The development of John Coltrane’s mature work in the 1960s should certainly be seen in context - not just of a negro revolt against the racist structures of the United States, but of a period where the values and structures of bourgeois society where up for question by increasingly large masses of people. If however we go on to transpose this directly into the particular motifs of Coltrane’s work then we end up with the method of the “plausible guess”; rather the question is how such factors are mediated aesthetically. In the words of Fredric Jameson, “Modern music finds itself at once deeply implicated in a social struggle without so much as straying from the internal logic of pure musical technique ...” (F Jameson Marxism and form Princeton 1974, p35).

Frustratingly Kofsky gives us some of the raw material for such an analysis when considering the way in which Coltrane sought to confront “the problem of how to infuse improvisation built on a foundation of chord sequences with new vitality” (p261). Coltrane’s early attempts (replacing one chord with several - the three-on-one approach) only brought him back full circle to the relative stultification of bebop. Kofksy is unable to really do anything with this exposition, being precluded by his own logic.

Like Ornette Coleman, Coltrane moved towards a freer structure in terms of tonality in the years prior to his death in 1967, particularly on recordings such as Ascension. Clearly, jazz musicians were beginning to work out the contradictions of their age in terms of their own musical language. Of course, such solutions could only ever be partial. It is therefore interesting that recordings made by Coltrane shortly before his death from cancer (posthumously released as Stellar regions) show the saxophonist forced back into a dialogue with structure. Although the elements of Coltrane’s ‘late period’ remain in evidence with the use of the high-register and non-tonal notes, there are many moments of luminous beauty, given, in the words of David Wild’s liner notes, “added coherence and impact through the reappearance of form, of relative brevity, of renewed control”.

In this abstract sense, artists are forced to come to terms with their relationship to society as a whole. Thus the move towards freer composition was always going to lead Coltrane back to the pathways of Stellar regions, therefore reproducing “the structure of the alienated society in miniature in the intrinsic language of the musical realm” (F Jameson ibid).
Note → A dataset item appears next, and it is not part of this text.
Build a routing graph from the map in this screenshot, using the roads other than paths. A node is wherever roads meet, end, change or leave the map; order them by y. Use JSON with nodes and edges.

Coltrane’s mature work thus foreshadows the closure of the 1960s, the manner in which those interrelated rebellions became frozen on the cusp of their own internal limitations.
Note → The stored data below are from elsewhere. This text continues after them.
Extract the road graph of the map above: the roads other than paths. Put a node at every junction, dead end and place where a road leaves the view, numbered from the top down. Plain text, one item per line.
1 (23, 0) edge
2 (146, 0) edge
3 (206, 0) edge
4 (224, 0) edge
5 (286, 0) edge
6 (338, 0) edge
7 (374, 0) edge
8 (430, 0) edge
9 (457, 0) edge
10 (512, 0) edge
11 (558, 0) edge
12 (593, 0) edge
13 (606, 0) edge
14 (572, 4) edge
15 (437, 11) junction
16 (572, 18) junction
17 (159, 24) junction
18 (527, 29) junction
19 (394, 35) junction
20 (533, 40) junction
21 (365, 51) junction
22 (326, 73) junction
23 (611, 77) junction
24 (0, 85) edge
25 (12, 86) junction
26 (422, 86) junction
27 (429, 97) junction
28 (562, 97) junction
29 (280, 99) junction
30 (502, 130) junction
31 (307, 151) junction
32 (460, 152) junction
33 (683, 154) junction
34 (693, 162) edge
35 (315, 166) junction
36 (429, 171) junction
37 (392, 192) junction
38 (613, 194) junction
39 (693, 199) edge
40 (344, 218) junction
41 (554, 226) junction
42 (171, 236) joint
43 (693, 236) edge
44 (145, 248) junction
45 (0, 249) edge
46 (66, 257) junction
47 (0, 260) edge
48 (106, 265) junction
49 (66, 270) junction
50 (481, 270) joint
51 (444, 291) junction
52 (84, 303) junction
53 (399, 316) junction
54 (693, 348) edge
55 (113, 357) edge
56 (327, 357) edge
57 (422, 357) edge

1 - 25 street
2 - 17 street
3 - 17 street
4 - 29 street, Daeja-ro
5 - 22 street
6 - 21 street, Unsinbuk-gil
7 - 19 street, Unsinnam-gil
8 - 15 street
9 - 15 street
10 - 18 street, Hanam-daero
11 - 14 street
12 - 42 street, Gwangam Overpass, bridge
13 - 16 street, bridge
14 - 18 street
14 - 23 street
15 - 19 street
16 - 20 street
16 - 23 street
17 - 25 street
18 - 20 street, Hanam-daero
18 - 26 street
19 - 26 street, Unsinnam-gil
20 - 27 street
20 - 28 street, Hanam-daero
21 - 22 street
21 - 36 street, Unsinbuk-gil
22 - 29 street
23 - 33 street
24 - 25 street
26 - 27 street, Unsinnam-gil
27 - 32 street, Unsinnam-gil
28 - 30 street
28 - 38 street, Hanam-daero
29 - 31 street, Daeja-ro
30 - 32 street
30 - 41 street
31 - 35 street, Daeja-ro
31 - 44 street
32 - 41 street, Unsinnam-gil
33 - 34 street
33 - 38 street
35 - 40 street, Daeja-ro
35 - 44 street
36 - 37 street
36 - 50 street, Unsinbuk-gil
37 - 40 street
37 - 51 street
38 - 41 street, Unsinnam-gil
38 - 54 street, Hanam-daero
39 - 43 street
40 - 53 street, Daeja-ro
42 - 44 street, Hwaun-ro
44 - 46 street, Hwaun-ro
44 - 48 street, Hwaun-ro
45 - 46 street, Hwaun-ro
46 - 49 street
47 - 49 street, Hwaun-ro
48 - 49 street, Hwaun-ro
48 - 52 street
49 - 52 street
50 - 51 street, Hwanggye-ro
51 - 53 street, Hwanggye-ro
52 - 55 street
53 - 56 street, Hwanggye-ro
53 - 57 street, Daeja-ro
Kofsky’s book has the merit of posing serious questions, but it is difficult to think of another work that so miserably fails to answer the tasks it sets itself. All of this could have been avoided if Kofsky had dialectically cross-examined his initial concepts. ‘Totality’ should be used in an explanatory capacity, something to aid us in accounting for specific social developments. In Kofsky’s lexicon such a category is entwined with a banal identity reasoning that mangles our appreciation of the sensuous world in a distinctly fetishised manner. Having said all that, this book reproduces some of Kofsky’s beautiful photographs of Coltrane and other jazz musicians, suggesting perhaps that what was left unachieved in print was certainly realised on film.